Boost logo

Boost :

From: Vinnie Falco (vinnie.falco_at_[hidden])
Date: 2022-08-23 16:42:34


On Tue, Aug 23, 2022 at 8:44 AM Zach Laine <whatwasthataddress_at_[hidden]> wrote:
> Ok, I'm convinced.

The URL classes are kind of weird in the sense that they have three parts:

1. the getter/setter functions for the singular pieces of the URL
2. the container-like interface for the segments
3. the container-like interface for the params

Because each URL effectively exposes two different containers/ranges
they are turned into separate types. It wouldn't make sense to have
url::begin() and url::end().

Just so that we are on the same page, and anyone who is reading this
now or in the future has clarity, when you write

    url u( "http://www.example.com/path/to/file.txt" );

    segments us = u.segments();

The value `us` models a lazy, modifiable BidirectionalRange which
references the underlying `url`. That is to say, that when you invoke
modifiers on us, such as:

    us.pop_back();

it is the underlying `url` (or `static_url`) which changes. `segments`
is a lightweight type which has the semantics of a reference. If you
were to, say, make a copy of `us` you are just getting another
reference to the same underlying url. A `segments` cannot be
constructed by itself.

When we say that the range is lazy, this means that the increment and
decrement operation of its iterators executes in linear time rather
than constant time. And of course there is no random access. The
laziness refers to the fact that incrementing a path iterator requires
finding the next slash ('/') character in the underlying URL.
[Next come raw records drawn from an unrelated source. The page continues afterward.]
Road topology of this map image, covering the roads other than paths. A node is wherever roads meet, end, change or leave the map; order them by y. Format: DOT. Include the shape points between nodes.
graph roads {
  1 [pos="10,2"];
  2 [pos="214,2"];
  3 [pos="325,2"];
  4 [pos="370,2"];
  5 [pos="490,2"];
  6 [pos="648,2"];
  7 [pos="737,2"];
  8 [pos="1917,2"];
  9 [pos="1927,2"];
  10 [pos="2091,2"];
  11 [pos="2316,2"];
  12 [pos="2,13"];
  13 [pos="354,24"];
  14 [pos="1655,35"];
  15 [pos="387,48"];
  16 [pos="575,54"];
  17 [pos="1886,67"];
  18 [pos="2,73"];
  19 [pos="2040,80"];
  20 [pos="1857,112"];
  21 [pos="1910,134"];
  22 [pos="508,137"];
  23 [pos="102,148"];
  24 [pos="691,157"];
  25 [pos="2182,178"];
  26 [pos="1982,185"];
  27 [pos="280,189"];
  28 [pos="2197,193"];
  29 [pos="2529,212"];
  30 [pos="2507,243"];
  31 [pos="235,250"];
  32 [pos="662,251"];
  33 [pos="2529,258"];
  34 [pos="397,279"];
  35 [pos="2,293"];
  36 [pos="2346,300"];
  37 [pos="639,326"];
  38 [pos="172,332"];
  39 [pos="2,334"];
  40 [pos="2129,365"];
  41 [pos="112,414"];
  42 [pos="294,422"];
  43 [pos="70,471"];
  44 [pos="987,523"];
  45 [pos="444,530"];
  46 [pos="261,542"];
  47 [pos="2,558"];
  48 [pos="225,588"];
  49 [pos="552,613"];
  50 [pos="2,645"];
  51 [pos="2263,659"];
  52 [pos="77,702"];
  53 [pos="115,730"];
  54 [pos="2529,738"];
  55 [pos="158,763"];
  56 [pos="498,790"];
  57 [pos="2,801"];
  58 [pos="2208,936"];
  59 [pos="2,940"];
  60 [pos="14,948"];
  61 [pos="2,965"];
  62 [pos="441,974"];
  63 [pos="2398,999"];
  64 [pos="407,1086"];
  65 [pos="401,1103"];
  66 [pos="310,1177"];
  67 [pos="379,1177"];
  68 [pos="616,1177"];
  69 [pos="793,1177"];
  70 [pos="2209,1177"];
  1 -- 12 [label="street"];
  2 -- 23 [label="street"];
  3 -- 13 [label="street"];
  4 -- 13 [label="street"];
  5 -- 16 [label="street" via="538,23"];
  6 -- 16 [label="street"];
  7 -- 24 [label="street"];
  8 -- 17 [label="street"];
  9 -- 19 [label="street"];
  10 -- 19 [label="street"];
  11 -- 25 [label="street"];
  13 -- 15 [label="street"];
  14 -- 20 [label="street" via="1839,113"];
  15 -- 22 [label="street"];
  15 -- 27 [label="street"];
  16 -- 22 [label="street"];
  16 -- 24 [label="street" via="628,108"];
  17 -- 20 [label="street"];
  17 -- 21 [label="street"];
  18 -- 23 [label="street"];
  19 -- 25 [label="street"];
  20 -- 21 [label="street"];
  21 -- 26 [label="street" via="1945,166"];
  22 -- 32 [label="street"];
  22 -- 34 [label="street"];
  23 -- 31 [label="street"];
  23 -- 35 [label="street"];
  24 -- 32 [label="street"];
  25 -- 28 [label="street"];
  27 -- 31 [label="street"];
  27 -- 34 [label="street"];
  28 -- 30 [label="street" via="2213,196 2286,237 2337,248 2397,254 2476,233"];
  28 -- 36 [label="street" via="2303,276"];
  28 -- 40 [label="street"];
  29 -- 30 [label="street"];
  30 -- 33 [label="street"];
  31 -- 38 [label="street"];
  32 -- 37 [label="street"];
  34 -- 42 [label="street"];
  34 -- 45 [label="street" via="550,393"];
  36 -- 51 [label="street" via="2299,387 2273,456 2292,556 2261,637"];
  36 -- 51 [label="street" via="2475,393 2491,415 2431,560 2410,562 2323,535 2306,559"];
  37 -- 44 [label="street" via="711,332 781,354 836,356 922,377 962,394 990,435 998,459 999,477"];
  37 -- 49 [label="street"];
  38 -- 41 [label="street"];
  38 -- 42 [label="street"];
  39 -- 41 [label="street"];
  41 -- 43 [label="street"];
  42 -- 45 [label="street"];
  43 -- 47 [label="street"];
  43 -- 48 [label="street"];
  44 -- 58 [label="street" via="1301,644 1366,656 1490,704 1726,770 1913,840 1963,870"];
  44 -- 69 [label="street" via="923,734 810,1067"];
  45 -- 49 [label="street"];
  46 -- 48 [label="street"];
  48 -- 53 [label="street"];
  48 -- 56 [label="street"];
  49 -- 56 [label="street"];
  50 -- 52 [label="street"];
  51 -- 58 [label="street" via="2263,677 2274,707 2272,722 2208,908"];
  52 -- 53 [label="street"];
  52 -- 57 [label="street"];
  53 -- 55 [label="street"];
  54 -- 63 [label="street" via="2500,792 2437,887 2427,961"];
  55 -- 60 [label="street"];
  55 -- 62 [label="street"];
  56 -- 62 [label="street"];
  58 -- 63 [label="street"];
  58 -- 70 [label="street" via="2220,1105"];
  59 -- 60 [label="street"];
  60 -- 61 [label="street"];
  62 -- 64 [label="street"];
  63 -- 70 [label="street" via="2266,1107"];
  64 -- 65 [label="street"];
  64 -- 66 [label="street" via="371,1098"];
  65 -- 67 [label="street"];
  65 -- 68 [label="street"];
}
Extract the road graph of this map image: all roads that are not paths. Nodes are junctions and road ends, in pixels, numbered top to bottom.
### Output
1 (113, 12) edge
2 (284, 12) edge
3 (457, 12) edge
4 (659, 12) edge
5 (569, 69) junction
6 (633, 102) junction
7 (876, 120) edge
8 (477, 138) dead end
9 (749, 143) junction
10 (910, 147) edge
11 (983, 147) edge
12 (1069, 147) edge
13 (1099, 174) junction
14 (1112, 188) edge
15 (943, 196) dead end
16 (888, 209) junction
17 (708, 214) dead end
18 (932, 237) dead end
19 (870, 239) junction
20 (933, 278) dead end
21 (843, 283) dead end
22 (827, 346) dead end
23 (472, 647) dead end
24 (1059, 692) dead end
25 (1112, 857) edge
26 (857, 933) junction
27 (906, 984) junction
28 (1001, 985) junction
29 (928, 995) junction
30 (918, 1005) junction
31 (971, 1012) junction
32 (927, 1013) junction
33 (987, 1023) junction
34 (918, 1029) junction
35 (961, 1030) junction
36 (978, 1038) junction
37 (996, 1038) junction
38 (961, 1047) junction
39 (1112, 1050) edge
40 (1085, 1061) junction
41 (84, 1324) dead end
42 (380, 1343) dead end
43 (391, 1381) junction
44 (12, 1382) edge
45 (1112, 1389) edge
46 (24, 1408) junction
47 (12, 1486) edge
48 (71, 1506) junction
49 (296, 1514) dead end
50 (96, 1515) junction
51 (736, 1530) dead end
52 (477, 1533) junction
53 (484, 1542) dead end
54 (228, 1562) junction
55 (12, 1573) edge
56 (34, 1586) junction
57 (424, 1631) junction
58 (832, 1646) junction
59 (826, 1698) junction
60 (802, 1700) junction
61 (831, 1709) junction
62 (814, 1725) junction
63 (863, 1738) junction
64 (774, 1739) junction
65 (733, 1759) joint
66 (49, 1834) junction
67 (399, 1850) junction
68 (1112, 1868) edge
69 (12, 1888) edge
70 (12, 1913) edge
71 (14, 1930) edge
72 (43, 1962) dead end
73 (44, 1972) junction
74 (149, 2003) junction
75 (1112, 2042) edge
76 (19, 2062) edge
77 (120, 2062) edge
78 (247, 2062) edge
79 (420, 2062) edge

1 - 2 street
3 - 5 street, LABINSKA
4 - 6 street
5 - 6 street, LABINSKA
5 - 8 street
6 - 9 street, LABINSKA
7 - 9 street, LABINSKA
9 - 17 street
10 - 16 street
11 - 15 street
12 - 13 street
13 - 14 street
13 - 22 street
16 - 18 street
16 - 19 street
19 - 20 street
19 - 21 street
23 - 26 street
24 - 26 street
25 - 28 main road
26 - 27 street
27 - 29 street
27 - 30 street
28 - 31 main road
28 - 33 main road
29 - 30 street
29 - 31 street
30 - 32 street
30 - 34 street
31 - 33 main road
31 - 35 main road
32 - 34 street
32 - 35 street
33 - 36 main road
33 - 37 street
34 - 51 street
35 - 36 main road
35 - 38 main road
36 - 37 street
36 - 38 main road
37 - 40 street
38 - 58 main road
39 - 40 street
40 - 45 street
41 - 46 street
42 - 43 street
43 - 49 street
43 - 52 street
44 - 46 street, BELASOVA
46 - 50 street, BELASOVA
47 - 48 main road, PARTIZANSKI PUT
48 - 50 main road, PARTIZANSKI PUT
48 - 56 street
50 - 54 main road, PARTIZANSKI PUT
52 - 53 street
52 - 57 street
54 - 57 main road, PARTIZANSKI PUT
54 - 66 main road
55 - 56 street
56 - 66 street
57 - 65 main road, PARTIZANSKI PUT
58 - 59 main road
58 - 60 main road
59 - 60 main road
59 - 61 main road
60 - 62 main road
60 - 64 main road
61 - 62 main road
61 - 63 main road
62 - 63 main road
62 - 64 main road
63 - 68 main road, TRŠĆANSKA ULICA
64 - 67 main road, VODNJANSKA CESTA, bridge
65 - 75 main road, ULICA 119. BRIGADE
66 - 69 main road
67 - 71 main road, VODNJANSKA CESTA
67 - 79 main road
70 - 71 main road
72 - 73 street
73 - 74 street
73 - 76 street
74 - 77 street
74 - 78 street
> I am still not convinced that the containers that maintain these invariants
> should be lazy. That still seems weird to me. If they own the data, and
> are regular types, they should probably be eager.

Here is where I am a little lost. When you say "the containers that
maintain these invariants" are you referring to `segments` or `url`?
Because `segments` does not actually implement any of the business
logic required to modify the path. All of that is delegated to private
implementation details of `url` (or more correctly: `url_base`).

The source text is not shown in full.